Start of INFORMATION PROVIDED
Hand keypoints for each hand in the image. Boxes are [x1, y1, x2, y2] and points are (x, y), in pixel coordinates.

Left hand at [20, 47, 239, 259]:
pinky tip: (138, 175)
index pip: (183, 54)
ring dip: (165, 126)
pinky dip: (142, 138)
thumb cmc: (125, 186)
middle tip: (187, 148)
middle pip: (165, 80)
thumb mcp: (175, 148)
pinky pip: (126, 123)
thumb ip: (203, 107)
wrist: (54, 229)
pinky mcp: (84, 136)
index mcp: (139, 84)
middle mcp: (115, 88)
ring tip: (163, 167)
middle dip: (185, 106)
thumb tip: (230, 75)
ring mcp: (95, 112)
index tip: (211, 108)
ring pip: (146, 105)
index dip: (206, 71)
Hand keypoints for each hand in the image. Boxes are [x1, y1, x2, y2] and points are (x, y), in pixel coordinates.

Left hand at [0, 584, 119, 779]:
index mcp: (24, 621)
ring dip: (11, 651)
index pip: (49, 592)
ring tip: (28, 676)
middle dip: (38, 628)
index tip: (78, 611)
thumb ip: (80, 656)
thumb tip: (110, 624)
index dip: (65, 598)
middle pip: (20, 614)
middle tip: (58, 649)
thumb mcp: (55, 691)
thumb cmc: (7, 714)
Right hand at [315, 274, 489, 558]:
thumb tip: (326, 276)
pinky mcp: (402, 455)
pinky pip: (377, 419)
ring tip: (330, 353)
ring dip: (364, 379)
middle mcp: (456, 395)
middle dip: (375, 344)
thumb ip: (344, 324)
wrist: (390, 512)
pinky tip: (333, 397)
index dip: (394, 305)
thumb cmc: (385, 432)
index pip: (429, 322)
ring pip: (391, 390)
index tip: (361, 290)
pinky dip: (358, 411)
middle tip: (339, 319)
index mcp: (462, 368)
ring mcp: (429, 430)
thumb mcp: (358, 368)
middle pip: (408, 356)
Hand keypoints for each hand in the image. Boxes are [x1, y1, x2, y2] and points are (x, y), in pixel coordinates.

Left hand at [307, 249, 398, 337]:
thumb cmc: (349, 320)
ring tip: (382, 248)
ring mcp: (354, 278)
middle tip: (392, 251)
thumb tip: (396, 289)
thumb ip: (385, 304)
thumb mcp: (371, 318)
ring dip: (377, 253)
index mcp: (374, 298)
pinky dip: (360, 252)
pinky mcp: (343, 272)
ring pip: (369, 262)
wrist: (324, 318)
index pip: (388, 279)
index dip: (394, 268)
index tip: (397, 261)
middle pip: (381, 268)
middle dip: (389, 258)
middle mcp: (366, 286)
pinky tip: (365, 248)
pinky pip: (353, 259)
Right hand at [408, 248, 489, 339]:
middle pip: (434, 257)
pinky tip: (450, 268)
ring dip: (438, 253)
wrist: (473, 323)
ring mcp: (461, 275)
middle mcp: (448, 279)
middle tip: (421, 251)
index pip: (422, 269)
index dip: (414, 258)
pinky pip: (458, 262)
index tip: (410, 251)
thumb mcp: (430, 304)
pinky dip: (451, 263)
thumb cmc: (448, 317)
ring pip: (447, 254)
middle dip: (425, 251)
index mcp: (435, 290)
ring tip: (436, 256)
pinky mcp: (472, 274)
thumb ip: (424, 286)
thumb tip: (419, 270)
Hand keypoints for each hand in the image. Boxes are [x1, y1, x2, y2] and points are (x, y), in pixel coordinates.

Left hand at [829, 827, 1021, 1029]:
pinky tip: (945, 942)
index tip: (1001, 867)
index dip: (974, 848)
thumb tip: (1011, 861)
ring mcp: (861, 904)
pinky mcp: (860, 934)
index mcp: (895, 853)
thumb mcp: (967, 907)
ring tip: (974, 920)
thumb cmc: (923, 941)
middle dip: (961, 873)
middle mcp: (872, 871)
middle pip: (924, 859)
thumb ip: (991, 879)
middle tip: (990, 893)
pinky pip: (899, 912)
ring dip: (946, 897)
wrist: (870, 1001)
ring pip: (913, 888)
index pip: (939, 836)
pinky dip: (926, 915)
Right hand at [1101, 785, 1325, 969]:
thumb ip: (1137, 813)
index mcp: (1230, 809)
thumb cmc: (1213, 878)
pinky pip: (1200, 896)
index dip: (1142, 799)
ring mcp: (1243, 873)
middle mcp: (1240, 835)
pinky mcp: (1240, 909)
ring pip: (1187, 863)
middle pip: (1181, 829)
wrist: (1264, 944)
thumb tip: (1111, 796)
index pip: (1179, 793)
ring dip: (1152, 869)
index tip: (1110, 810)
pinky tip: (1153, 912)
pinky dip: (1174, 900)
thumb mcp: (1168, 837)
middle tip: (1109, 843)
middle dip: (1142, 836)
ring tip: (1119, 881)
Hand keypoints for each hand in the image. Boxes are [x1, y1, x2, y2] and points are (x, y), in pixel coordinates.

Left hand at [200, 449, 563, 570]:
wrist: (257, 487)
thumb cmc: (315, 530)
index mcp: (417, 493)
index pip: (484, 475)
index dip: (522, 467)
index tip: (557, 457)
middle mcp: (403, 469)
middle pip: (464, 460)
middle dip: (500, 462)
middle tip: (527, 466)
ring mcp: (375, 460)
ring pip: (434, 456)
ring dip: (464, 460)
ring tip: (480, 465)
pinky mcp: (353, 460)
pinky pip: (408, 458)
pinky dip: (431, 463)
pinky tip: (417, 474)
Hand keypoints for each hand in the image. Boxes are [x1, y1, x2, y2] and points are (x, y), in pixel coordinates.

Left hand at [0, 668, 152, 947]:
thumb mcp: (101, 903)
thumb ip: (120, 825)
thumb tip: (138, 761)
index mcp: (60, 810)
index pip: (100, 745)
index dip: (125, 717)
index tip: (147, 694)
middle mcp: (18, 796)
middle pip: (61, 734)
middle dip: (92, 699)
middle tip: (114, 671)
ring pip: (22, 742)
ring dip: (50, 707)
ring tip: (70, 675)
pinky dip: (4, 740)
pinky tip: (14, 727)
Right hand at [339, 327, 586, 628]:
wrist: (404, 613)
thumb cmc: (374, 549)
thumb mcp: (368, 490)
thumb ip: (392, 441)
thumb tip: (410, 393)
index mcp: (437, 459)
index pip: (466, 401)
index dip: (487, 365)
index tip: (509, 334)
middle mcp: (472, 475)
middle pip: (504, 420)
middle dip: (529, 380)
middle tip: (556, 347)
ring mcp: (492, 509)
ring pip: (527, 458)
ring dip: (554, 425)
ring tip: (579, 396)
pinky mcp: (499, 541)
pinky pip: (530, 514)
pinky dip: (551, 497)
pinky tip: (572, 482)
End of INFORMATION PROVIDED
HOW TO COMPLETE THIS TASK: Please copy, exactly and with nothing else, the lines above beginning at the line that has "pinky dip: (431, 463)" and ending with the line that has "ring dip: (554, 425)".

OUTPUT FOR THIS EXERCISE:
pinky dip: (431, 463)
pinky tip: (417, 474)
Hand keypoints for each hand in the image. Boxes are [x1, y1, x2, y2] and points are (x, y), in pixel coordinates.

Left hand at [0, 668, 152, 947]:
thumb mcp: (101, 903)
thumb ip: (120, 825)
thumb tip: (138, 761)
index mcp: (60, 810)
index pip: (100, 745)
index dip: (125, 717)
index tip: (147, 694)
middle mcp: (18, 796)
middle pip: (61, 734)
middle dip: (92, 699)
middle tip: (114, 671)
ring pip: (22, 742)
ring dip: (50, 707)
ring tip: (70, 675)
pinky dip: (4, 740)
pinky tip: (14, 727)
Right hand at [339, 327, 586, 628]:
wrist: (404, 613)
thumb cmc: (374, 549)
thumb mcp: (368, 490)
thumb ip: (392, 441)
thumb tip: (410, 393)
index mcp: (437, 459)
index pip: (466, 401)
index dip: (487, 365)
index tip: (509, 334)
middle mcp: (472, 475)
middle pip: (504, 420)
middle dip: (529, 380)
middle tip: (556, 347)
ring mcp: (492, 509)
ring pip: (527, 458)
ring dip: (554, 425)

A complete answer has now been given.